Harkins: For a stronger public safety response, is it time to combine forces?
Sometimes, all it takes is a personal experience to underscore the urgency of a problem.
My wife, Michelle, and I were driving home a few nights ago and were just outside the city limit when Michelle suddenly shouted to pull over, pointing to a house with flames billowing out of the side. We rushed to the entrance, where a distressed and disoriented young woman who lived there told us there was an elderly man inside. I called 911 and headed in to find him.
Heavy smoke made it difficult to see, but I could hear him in the distance and made my way over. Barefoot and disoriented, he resisted leaving at first, saying he had to find his prescription medications, but he allowed me to grab him and get him out the door.
Outside, Michelle was comforting the young woman, and we brought her and the homeowner into our car to wait for the firefighters. The homeowner – an 85-year-old organ transplant recipient, was still distressed about his prescription medicines. By the time firetrucks arrived 12 to 14 minutes later, fire had consumed a good portion of the home.
The firefighters – volunteers from a nearby station – acted quickly to extinguish the fire, and the homeowner was relieved to see two of them emerge carrying several trays of prescription medications. A neighbor couple arrived to help, and later, a priest offered the displaced occupants a place to stay at the local rectory.
The night could have ended much differently had it not been for Michelle’s sharp eye. But when seconds count, we can’t always rely on chance. We need a solution that improves the response time for these communities, and for that, we may need to explore the idea of combining our forces.
The industry standard for firefighting – NFPA 1710 – says that firetrucks should arrive on the scene of a residential hose fire within four minutes of being called and that a minimum of 15 firefighters should be dispatched. Although different departments have established their own protocols, all are based on multiple studies showing that crew size and arrival times directly impact lives and property saved.
In this instance, it took 12 to 14 minutes for crews to arrive.
It isn’t that the volunteers lacked competency, dedication or a sense of urgency. It’s simply that there were too few of them available to respond instantly. Every county in Pennsylvania is facing the same crisis-level shortage of volunteers, and the numbers are only going in the wrong direction.
A report by the Senate Resolution 6 Commission, which was created to study and address the problem, identified a dramatic decline in the number of Pennsylvania’s volunteer first responders – from about 300,000 in the 1970s to as few as 38,000 in 2018.
In some ways, the consequences of this crisis are obvious. Prolonged response times directly endanger our most vulnerable residents – those in outlying areas with limited mobility due to advanced age, illness or disability. They also threaten the lives of first responders, because a fire can grow 16 times larger in just three minutes.

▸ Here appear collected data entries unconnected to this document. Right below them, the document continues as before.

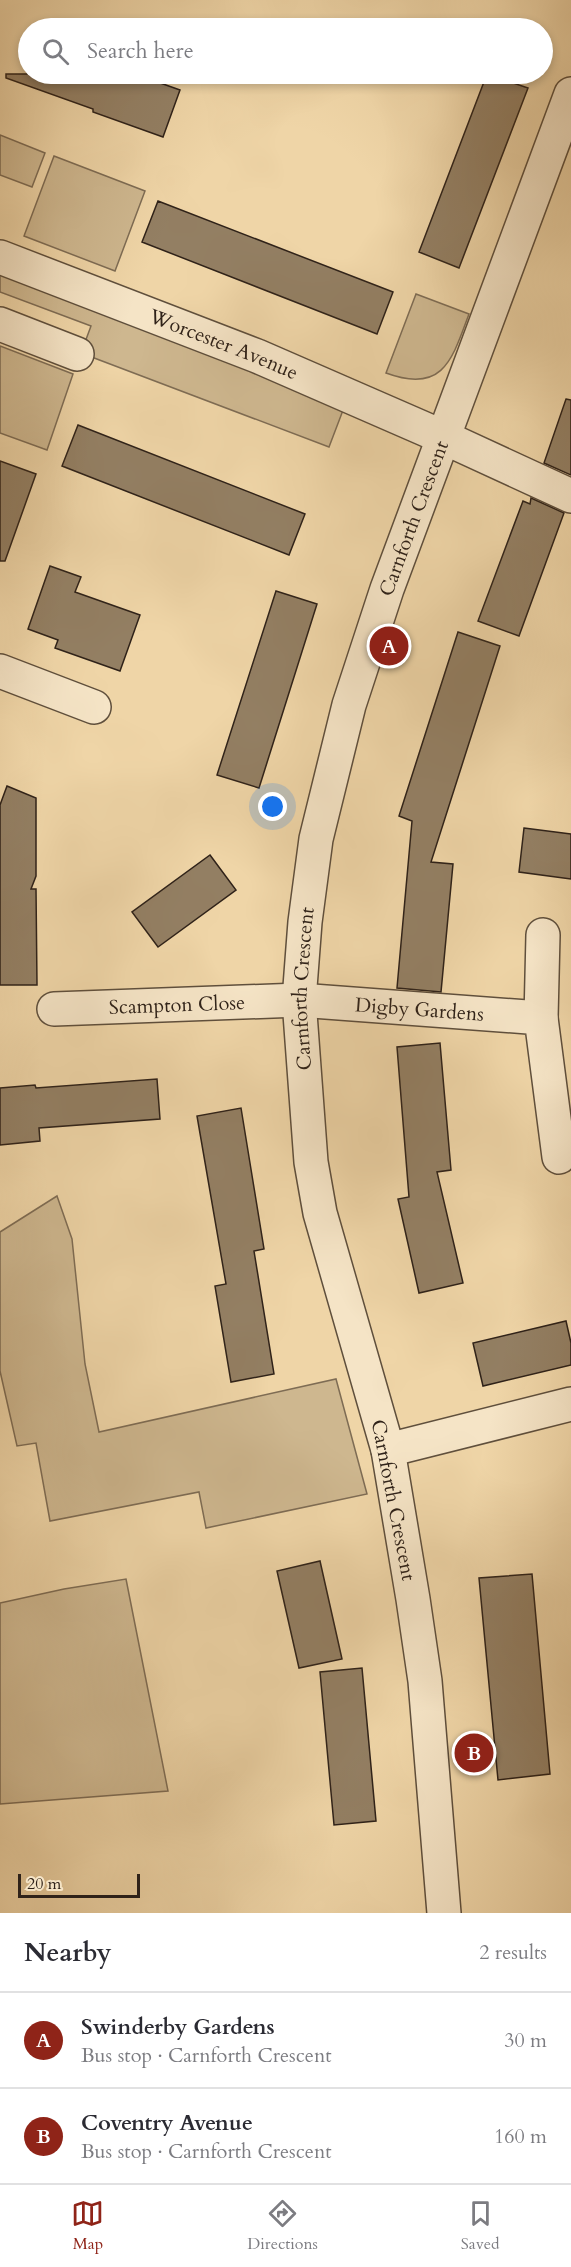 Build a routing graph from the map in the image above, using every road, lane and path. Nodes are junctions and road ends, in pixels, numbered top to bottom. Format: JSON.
{"nodes":[{"id":1,"x":571,"y":94,"type":"edge"},
{"id":2,"x":0,"y":257,"type":"edge"},
{"id":3,"x":0,"y":324,"type":"edge"},
{"id":4,"x":77,"y":354,"type":"dead end"},
{"id":5,"x":444,"y":437,"type":"junction"},
{"id":6,"x":571,"y":496,"type":"edge"},
{"id":7,"x":0,"y":671,"type":"edge"},
{"id":8,"x":94,"y":707,"type":"dead end"},
{"id":9,"x":543,"y":935,"type":"dead end"},
{"id":10,"x":299,"y":999,"type":"junction"},
{"id":11,"x":54,"y":1009,"type":"dead end"},
{"id":12,"x":541,"y":1018,"type":"junction"},
{"id":13,"x":559,"y":1157,"type":"dead end"},
{"id":14,"x":571,"y":1404,"type":"edge"},
{"id":15,"x":388,"y":1450,"type":"junction"},
{"id":16,"x":444,"y":1913,"type":"edge"}],
"edges":[{"from":1,"to":5,"type":"street","name":"Carnforth Crescent"},
{"from":2,"to":5,"type":"street","name":"Worcester Avenue"},
{"from":3,"to":4,"type":"street"},
{"from":5,"to":6,"type":"street","name":"Worcester Avenue"},
{"from":5,"to":10,"type":"street","name":"Carnforth Crescent"},
{"from":7,"to":8,"type":"street"},
{"from":9,"to":12,"type":"street"},
{"from":10,"to":11,"type":"street","name":"Scampton Close"},
{"from":10,"to":12,"type":"street","name":"Digby Gardens"},
{"from":10,"to":15,"type":"street","name":"Carnforth Crescent"},
{"from":12,"to":13,"type":"street"},
{"from":14,"to":15,"type":"street"},
{"from":15,"to":16,"type":"street","name":"Carnforth Crescent"}]}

And while the departments these volunteers serve lay outside city lines (Erie has a paid fire department), the threat posed by extreme staff shortages can threaten any resident facing an emergency while working or traveling beyond city lines.

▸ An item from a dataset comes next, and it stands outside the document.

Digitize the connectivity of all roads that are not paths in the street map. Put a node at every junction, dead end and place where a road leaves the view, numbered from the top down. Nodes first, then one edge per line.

Beyond the human toll, the longer response times have an impact on a fire department’s ISO rating – the score provided to fire departments and insurance companies by the Insurance Services Office. The score reflects how prepared a community is for fires, and a poor score translates to higher insurance rates for area homeowners and businesses.
Finally, the staffing shortages at volunteer departments can stress the city’s own paid department, because local VFDs must sometimes rely on the city to send reinforcements.
Time for a dialog
The SR6 Commission’s report recommended recruitment and retention methods to boost the declining ranks of volunteers, and in Harrisburg, we’re working to implement those. But they aren’t enough. We need other solutions that will help now.
With the infrastructure already in place to do so, it may be time to start a dialog about creating a paid, countywide fire department and merging all safety providers, including fire, police, and EMS. Of course, any such conversation would need to start with – and be guided by – input from the police, fire, EMS and other public safety professionals who best understand the possibilities and pitfalls of such a plan.
They could help us understand the feasibility of a unified county safety response agency and whether the potential safety, cost savings and manpower advantages would outweigh potential logistical and institutional problems. If they tell us a unified agency is unworkable, we should continue the dialog and solicit their ideas for alternative strategies.
Because the stakes involved – protecting the lives of our most vulnerable residents – are so high, it’s critical that we get this right. As a longtime public safety advocate who recently had an up-close-and-personal look at those stakes, I’m ready to come to the table and listen, and I hope the community will join me.
State Rep. Pat Harkins represents Pennsylvania’s 1st Legislative District.